Aspocomp Group Oyj and Hong Kong listed Meadville Holdings Limited will carry out an arrangement whereby Aspocomp Group Oyj will, in the first phase, transfer to the holding company it has established the subsidiaries in China (ACP Electronics Ltd.) and India (Aspocomp Electronics India Private Limited) as well as certain assets of the
Salo plant.

The total value of all assets to be transferred is agreed at about EUR 77 million. In the second phase, Meadville Holdings Limited will acquire 80 percent ownership share of the holding company from Aspocomp and pay EUR 61 million as consideration.
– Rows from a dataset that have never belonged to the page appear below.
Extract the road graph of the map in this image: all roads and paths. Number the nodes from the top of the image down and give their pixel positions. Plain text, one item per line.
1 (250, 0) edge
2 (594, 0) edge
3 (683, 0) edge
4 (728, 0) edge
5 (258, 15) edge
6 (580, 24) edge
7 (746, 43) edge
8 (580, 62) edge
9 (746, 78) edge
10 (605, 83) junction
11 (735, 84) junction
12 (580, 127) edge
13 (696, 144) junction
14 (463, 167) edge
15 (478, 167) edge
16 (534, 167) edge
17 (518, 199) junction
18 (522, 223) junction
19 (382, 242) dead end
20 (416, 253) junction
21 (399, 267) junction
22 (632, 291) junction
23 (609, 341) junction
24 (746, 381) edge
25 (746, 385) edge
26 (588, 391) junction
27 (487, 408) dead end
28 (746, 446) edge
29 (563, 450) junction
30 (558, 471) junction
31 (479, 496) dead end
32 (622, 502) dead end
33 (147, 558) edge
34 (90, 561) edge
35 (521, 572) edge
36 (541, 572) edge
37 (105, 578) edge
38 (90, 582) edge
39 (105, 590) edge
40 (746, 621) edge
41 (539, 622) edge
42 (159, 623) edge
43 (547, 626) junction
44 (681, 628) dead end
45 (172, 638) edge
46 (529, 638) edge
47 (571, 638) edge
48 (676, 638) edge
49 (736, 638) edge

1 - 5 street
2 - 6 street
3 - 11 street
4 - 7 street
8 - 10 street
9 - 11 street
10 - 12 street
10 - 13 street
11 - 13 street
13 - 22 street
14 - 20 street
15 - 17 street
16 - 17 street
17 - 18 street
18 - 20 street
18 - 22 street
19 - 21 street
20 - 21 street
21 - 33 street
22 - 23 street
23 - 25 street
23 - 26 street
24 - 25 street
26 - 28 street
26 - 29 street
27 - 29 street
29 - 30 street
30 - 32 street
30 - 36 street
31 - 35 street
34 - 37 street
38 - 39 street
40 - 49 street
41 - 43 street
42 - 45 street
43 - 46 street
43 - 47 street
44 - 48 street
Aspocomp will remain the minority owner of the company with 20 percent ownership. Aspocomp will use the received consideration to partially repay its interest bearing liabilities in China and in
Finland and to improve its liquidity.

According to the agreement, Meadville Holdings Limited has the right to purchase from Aspocomp and Aspocomp has the right to sell to Meadville Holdings Limited its 20 percent shareholding in the joint venture in the year 2013 at the earliest.

The Board had requested fairness opinion from Board's advisor, Somerley Limited (Hong Kong). According to the fairness opinion the proposed restructuring is fair to the company and in the interest of the shareholders.